- ABOUT THIS TASK
Only lines containing "Каштанова" are wanted from the data below. Copy those lines.
■ ■ ■ ■ ■ ■ ■
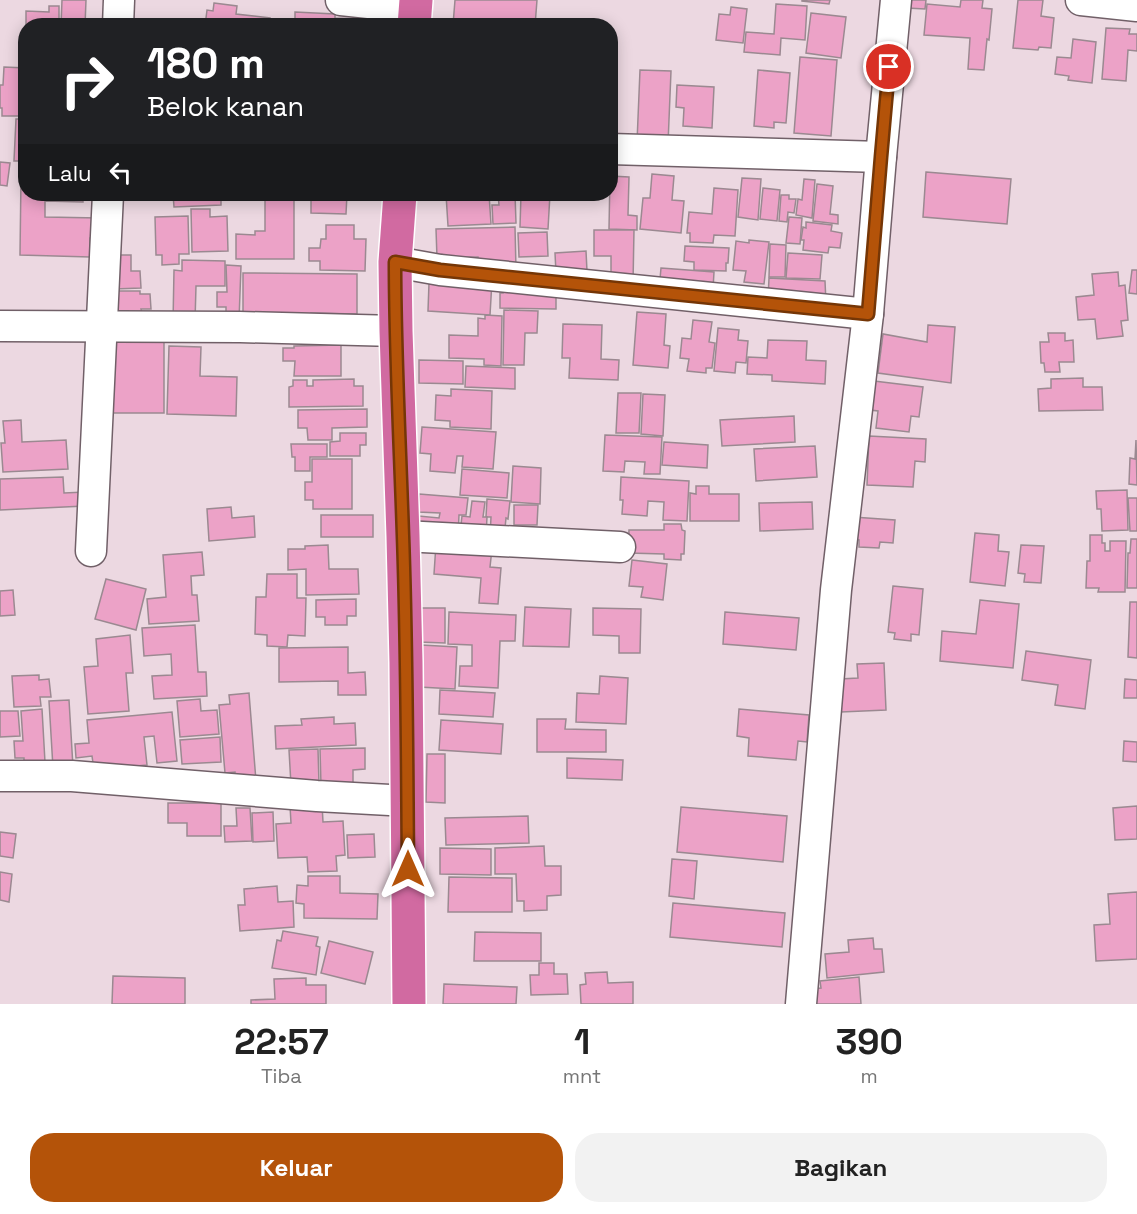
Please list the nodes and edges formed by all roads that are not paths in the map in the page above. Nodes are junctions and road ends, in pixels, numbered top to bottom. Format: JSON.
{"nodes":[{"id":1,"x":119,"y":0,"type":"edge"},
{"id":2,"x":341,"y":0,"type":"edge"},
{"id":3,"x":896,"y":0,"type":"edge"},
{"id":4,"x":1081,"y":0,"type":"edge"},
{"id":5,"x":1137,"y":6,"type":"edge"},
{"id":6,"x":415,"y":11,"type":"edge"},
{"id":7,"x":118,"y":18,"type":"edge"},
{"id":8,"x":618,"y":149,"type":"edge"},
{"id":9,"x":881,"y":157,"type":"junction"},
{"id":10,"x":108,"y":201,"type":"edge"},
{"id":11,"x":399,"y":201,"type":"edge"},
{"id":12,"x":395,"y":262,"type":"junction"},
{"id":13,"x":868,"y":314,"type":"junction"},
{"id":14,"x":0,"y":326,"type":"edge"},
{"id":15,"x":101,"y":327,"type":"junction"},
{"id":16,"x":396,"y":331,"type":"junction"},
{"id":17,"x":403,"y":536,"type":"junction"},
{"id":18,"x":620,"y":547,"type":"dead end"},
{"id":19,"x":91,"y":551,"type":"dead end"},
{"id":20,"x":0,"y":776,"type":"edge"},
{"id":21,"x":408,"y":801,"type":"junction"},
{"id":22,"x":409,"y":1004,"type":"edge"},
{"id":23,"x":801,"y":1004,"type":"edge"}],
"edges":[{"from":1,"to":7,"type":"street"},
{"from":2,"to":6,"type":"street"},
{"from":3,"to":9,"type":"street"},
{"from":4,"to":5,"type":"street"},
{"from":8,"to":9,"type":"street"},
{"from":9,"to":13,"type":"street"},
{"from":10,"to":15,"type":"street"},
{"from":11,"to":12,"type":"highway"},
{"from":12,"to":13,"type":"street"},
{"from":12,"to":16,"type":"highway"},
{"from":13,"to":23,"type":"street"},
{"from":14,"to":15,"type":"street"},
{"from":15,"to":16,"type":"street"},
{"from":15,"to":19,"type":"street"},
{"from":16,"to":17,"type":"highway"},
{"from":17,"to":18,"type":"street"},
{"from":17,"to":21,"type":"highway"},
{"from":20,"to":21,"type":"street"},
{"from":21,"to":22,"type":"highway"}]}
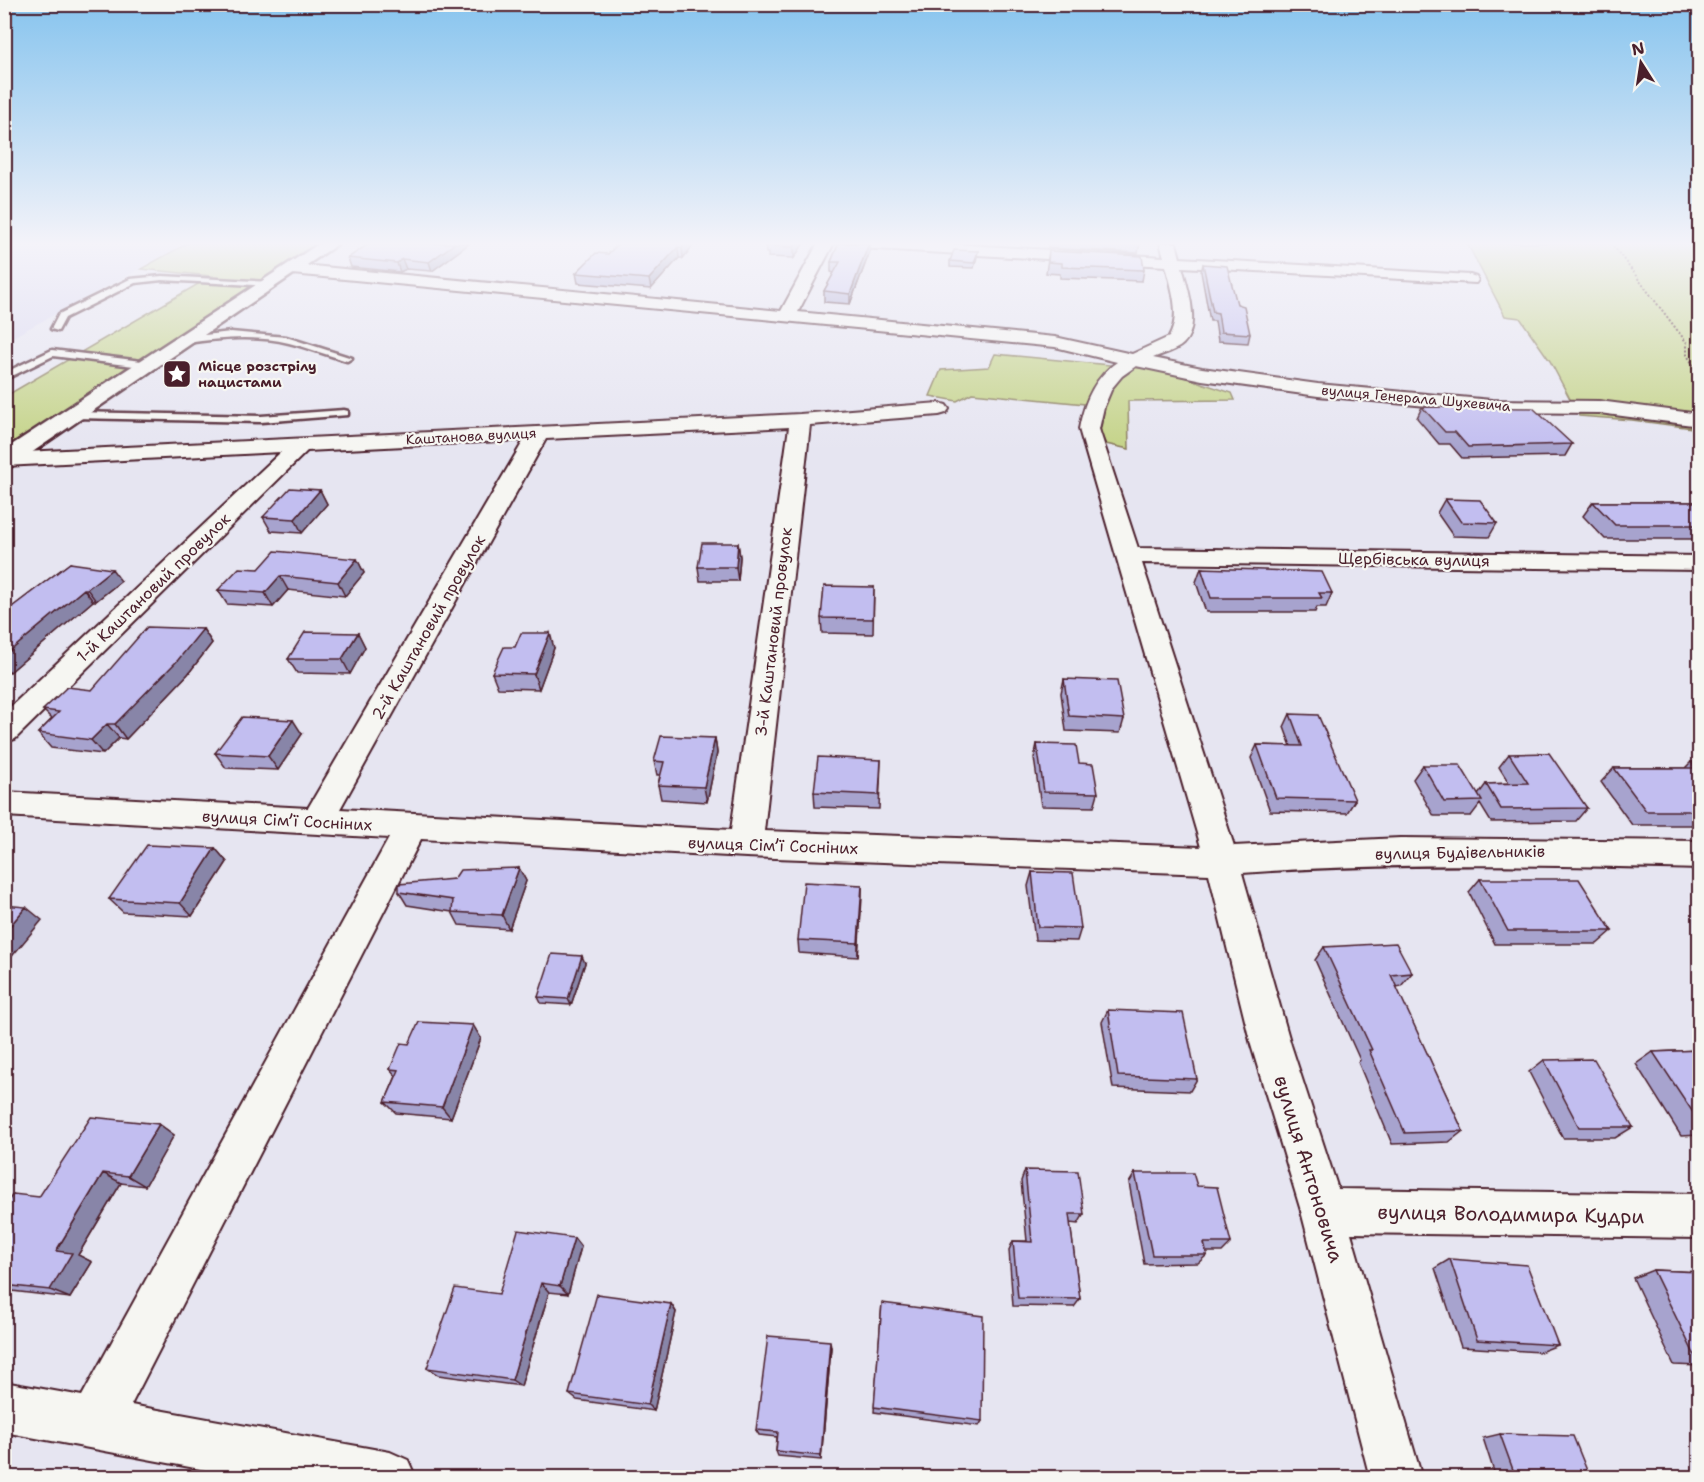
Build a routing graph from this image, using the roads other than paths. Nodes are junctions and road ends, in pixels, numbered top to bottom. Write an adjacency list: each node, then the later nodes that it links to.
1 (70, 312): 7 (lane)
2 (228, 312): 8 (street)
3 (747, 312): 6 (street, вулиця Генерала Шухевича)
4 (789, 312): 6 (street)
5 (1183, 312): 10 (street)
6 (787, 316): 10 (street, вулиця Генерала Шухевича)
7 (55, 329)
8 (187, 340): 9 (lane); 11 (street)
9 (347, 358)
10 (1134, 360): 17 (street, вулиця Генерала Шухевича); 21 (street)
11 (150, 365): 12 (lane); 15 (street)
12 (4, 377)
13 (939, 409): 16 (street, Каштанова вулиця)
14 (344, 413): 15 (lane)
15 (75, 415): 20 (street)
16 (800, 420): 18 (street, Каштанова вулиця); 27 (street, 3-й Каштановий провулок)
17 (1700, 420)
18 (539, 433): 19 (street, Каштанова вулиця); 25 (street, 2-й Каштановий провулок)
19 (302, 444): 20 (street, Каштанова вулиця); 23 (street, 1-й Каштановий провулок)
20 (6, 460)
21 (1128, 555): 22 (street, Щербівська вулиця); 29 (street)
22 (1700, 563)
23 (4, 731)
24 (4, 804): 25 (street, вулиця Сім’ї Сосніних)
25 (316, 822): 26 (street, вулиця Сім’ї Сосніних)
26 (411, 828): 27 (street, вулиця Сім’ї Сосніних); 33 (street)
27 (746, 844): 29 (street, вулиця Сім’ї Сосніних)
28 (1700, 855): 29 (street, вулиця Будівельників)
29 (1222, 861): 30 (street, вулиця Антоновича)
30 (1323, 1211): 31 (street, вулиця Володимира Кудри); 35 (street, вулиця Антоновича)
31 (1700, 1216)
32 (4, 1407): 33 (street)
33 (94, 1424): 34 (street)
34 (390, 1478)
35 (1396, 1478)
■ ■ ■ ■ ■ ■ ■
- REPLY
13 (939, 409): 16 (street, Каштанова вулиця)
16 (800, 420): 18 (street, Каштанова вулиця); 27 (street, 3-й Каштановий провулок)
18 (539, 433): 19 (street, Каштанова вулиця); 25 (street, 2-й Каштановий провулок)
19 (302, 444): 20 (street, Каштанова вулиця); 23 (street, 1-й Каштановий провулок)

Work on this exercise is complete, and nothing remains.